BEGIN Provided material

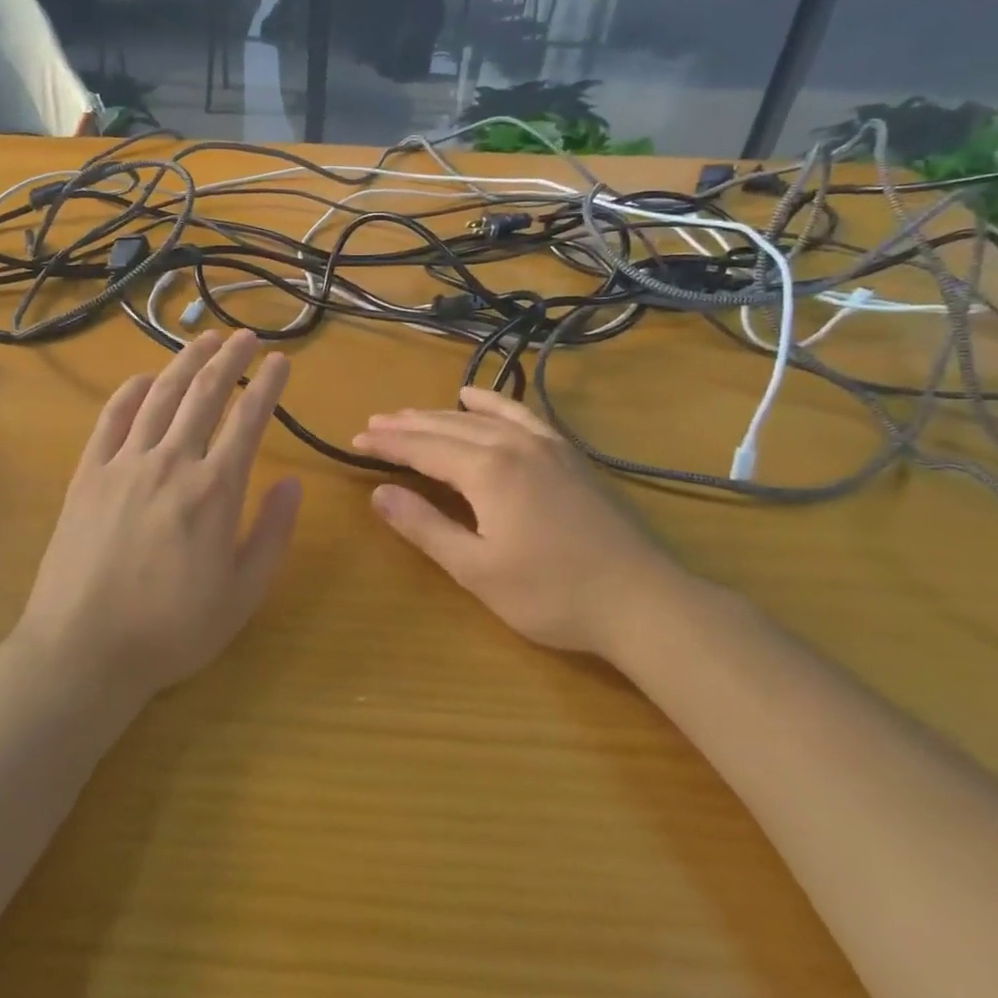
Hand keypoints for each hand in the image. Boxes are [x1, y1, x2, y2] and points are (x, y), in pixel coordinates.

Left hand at [19, 330, 302, 697]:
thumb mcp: (242, 593)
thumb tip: (292, 481)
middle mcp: (171, 461)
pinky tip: (146, 378)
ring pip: (161, 396)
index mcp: (214, 489)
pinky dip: (131, 391)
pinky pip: (112, 418)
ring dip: (186, 362)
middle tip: (247, 336)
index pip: (249, 419)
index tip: (281, 361)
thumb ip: (272, 533)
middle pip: (205, 394)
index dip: (268, 385)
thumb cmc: (172, 629)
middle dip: (230, 359)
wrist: (84, 648)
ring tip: (204, 340)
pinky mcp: (88, 473)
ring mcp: (124, 463)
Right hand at [352, 387, 692, 659]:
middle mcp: (512, 444)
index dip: (387, 444)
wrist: (642, 600)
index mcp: (487, 471)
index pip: (423, 448)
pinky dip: (492, 402)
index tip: (355, 440)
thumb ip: (425, 527)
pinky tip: (475, 397)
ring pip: (479, 418)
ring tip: (409, 414)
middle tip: (372, 424)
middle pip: (447, 426)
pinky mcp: (567, 454)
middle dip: (406, 425)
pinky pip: (520, 415)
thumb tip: (379, 493)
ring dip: (440, 414)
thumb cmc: (552, 594)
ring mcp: (544, 445)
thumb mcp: (476, 570)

END Provided material

§ **What is expected**: Nothing except a number is needed: how many lines of the entries contain the word "ring"?

§ **Reply**: 8